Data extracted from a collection
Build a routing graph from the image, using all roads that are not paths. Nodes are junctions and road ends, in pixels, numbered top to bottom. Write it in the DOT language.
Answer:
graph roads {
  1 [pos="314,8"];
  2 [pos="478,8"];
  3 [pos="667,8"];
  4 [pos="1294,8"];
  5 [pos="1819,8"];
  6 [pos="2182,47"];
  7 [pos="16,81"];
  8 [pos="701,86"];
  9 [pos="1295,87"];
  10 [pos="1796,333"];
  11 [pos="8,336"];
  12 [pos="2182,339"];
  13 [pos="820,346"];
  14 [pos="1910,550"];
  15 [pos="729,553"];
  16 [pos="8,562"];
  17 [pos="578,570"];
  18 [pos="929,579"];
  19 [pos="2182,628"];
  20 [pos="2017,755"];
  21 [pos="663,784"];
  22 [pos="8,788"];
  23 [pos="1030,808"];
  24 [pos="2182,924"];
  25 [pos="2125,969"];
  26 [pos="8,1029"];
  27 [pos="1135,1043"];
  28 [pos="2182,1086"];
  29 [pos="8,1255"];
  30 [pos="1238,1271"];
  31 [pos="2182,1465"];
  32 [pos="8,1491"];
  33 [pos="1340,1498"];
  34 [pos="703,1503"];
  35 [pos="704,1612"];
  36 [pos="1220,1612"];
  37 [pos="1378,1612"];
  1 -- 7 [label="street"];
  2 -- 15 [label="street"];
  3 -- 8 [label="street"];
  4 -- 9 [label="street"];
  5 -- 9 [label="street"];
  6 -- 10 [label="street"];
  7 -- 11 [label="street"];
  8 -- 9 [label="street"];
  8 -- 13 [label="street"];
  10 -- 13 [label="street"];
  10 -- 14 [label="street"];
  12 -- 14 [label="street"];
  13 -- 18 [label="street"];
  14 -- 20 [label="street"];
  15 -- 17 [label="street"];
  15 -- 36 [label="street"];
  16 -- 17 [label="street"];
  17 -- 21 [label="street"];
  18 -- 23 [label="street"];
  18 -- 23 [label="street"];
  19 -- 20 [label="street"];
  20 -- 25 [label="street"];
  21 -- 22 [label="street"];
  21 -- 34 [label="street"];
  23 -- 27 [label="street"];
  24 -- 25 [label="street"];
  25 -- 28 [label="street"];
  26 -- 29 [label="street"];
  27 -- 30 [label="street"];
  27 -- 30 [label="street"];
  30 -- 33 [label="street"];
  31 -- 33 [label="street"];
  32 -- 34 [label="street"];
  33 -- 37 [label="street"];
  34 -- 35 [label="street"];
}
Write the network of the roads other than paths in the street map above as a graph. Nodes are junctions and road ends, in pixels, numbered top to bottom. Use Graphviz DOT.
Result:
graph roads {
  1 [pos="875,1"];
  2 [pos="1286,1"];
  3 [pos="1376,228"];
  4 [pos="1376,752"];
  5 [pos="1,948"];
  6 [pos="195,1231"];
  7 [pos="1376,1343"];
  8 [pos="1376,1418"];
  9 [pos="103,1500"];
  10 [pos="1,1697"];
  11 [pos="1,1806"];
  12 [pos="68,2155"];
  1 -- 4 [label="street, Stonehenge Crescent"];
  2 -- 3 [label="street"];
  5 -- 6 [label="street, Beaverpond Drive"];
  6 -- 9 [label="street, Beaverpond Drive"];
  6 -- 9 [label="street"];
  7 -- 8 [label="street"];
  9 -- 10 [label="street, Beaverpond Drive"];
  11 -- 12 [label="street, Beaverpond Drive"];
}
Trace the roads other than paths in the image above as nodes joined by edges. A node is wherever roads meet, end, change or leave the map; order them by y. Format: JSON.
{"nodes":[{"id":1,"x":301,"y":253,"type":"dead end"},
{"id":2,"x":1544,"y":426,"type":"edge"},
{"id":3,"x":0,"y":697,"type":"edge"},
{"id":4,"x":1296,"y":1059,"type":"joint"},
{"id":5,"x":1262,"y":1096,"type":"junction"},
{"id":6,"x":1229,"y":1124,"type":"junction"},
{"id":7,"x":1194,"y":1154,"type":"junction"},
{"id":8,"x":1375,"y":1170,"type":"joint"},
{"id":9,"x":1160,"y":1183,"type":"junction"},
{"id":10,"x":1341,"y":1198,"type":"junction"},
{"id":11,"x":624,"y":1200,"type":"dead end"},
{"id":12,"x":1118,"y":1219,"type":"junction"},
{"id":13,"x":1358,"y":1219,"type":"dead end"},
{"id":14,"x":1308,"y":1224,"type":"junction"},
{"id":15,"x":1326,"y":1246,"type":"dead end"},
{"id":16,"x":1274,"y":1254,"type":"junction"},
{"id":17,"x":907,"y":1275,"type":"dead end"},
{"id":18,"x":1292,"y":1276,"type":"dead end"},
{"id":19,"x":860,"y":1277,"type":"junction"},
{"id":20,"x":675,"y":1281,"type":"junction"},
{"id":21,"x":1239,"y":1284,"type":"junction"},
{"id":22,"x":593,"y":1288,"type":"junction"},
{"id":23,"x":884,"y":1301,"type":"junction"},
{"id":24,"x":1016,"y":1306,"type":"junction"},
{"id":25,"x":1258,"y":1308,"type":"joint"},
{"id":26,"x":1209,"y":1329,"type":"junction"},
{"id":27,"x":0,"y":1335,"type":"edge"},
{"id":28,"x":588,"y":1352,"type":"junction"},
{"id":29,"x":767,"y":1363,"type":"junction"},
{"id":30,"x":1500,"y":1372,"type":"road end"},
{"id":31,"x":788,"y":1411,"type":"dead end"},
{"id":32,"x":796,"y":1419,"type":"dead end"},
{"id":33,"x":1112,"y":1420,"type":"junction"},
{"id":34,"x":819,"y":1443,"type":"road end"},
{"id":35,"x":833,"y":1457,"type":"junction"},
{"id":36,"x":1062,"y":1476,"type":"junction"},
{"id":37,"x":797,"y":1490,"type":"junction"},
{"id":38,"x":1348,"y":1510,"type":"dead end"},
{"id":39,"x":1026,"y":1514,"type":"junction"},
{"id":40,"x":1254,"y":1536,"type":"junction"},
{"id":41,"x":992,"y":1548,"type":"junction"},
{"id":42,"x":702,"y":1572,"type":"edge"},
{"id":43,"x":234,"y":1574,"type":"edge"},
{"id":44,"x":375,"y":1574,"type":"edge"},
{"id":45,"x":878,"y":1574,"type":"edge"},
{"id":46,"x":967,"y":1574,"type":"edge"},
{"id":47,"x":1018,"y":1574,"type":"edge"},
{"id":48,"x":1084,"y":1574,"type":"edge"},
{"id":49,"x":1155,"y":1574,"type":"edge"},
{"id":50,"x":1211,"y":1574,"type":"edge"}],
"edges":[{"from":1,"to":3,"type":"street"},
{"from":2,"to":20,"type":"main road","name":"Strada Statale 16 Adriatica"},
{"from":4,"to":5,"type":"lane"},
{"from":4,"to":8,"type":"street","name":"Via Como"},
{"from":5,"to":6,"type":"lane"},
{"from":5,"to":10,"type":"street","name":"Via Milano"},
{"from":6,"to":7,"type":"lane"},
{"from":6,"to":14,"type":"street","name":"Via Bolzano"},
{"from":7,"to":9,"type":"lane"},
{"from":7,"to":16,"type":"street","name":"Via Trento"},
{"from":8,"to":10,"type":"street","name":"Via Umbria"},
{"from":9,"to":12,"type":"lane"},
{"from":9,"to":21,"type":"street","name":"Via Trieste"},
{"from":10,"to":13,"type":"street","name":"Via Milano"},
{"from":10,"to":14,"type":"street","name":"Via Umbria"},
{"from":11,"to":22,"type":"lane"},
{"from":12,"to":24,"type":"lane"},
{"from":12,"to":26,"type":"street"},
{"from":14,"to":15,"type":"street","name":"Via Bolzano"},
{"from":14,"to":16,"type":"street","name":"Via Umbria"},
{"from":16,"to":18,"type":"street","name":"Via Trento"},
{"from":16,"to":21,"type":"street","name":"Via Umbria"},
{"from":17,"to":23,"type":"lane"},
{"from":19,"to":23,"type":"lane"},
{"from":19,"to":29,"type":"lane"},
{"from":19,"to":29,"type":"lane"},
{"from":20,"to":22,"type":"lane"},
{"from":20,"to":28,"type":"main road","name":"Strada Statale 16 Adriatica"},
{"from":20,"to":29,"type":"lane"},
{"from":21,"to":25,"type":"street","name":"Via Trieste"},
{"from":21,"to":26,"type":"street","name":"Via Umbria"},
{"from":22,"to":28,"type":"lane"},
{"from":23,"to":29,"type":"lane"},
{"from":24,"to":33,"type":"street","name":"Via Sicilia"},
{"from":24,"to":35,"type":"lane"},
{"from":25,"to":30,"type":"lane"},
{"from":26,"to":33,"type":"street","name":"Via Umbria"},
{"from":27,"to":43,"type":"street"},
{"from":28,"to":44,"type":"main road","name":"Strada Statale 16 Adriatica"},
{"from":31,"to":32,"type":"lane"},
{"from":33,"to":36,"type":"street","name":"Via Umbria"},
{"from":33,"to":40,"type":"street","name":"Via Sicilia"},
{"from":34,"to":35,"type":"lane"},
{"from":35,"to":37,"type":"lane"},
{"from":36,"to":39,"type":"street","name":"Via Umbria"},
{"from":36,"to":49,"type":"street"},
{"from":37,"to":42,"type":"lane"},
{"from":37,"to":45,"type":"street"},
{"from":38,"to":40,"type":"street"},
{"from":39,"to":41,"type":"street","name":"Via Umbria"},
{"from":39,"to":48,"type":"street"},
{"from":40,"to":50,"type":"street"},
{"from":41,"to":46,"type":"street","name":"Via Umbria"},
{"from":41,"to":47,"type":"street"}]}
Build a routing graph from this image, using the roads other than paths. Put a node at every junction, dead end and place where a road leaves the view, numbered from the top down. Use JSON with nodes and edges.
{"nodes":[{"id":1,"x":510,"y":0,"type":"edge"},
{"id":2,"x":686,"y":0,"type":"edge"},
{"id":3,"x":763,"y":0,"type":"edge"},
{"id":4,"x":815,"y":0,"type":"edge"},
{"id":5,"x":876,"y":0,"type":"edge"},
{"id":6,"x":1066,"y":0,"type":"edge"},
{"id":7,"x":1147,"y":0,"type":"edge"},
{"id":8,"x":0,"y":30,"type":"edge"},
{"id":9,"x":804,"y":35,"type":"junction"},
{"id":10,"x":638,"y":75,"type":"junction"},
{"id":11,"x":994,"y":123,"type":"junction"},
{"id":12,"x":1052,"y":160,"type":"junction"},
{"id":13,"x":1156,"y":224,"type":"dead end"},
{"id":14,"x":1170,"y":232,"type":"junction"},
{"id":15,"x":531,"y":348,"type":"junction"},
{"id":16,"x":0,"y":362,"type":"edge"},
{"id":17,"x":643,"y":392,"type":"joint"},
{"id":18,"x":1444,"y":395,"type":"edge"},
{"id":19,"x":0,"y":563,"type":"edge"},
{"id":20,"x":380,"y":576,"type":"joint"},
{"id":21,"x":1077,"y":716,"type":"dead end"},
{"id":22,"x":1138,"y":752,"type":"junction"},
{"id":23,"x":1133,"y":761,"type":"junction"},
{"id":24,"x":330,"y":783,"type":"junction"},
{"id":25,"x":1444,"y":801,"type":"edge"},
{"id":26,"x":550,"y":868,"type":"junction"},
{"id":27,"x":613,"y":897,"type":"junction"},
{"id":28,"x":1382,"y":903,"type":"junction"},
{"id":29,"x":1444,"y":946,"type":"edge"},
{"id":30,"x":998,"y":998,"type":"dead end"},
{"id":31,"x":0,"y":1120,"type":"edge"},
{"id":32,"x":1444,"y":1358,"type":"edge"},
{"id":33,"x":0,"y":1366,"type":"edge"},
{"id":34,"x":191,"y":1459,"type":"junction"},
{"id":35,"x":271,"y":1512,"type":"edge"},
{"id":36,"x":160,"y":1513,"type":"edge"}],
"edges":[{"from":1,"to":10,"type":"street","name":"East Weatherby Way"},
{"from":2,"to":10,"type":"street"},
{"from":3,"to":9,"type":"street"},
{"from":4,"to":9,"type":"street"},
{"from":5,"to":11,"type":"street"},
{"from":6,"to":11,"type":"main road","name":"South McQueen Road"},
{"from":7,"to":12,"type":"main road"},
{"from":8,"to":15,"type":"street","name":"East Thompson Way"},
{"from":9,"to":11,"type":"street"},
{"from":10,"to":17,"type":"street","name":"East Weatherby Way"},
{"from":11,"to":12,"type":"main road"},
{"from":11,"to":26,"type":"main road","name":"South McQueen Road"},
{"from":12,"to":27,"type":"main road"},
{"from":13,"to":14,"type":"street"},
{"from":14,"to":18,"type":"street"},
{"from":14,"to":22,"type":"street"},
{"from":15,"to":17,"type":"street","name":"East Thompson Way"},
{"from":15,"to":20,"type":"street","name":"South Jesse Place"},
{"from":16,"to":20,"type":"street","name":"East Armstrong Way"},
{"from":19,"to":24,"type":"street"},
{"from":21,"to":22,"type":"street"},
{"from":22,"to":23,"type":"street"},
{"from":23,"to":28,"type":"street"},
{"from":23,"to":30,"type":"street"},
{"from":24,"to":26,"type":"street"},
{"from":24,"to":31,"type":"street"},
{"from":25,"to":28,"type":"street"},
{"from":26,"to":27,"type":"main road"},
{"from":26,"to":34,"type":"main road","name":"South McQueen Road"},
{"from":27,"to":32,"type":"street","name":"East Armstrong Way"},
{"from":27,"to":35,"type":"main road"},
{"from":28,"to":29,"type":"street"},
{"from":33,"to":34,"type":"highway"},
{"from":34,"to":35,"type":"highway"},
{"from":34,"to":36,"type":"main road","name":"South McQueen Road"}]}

--- Directions for this task ---
Go through the records line by line, and copy each line that holds the string "ends".

--- Answer below ---
Build a routing graph from the image, using all roads that are not paths. Nodes are junctions and road ends, in pixels, numbered top to bottom. Write it in the DOT language.
Write the network of the roads other than paths in the street map above as a graph. Nodes are junctions and road ends, in pixels, numbered top to bottom. Use Graphviz DOT.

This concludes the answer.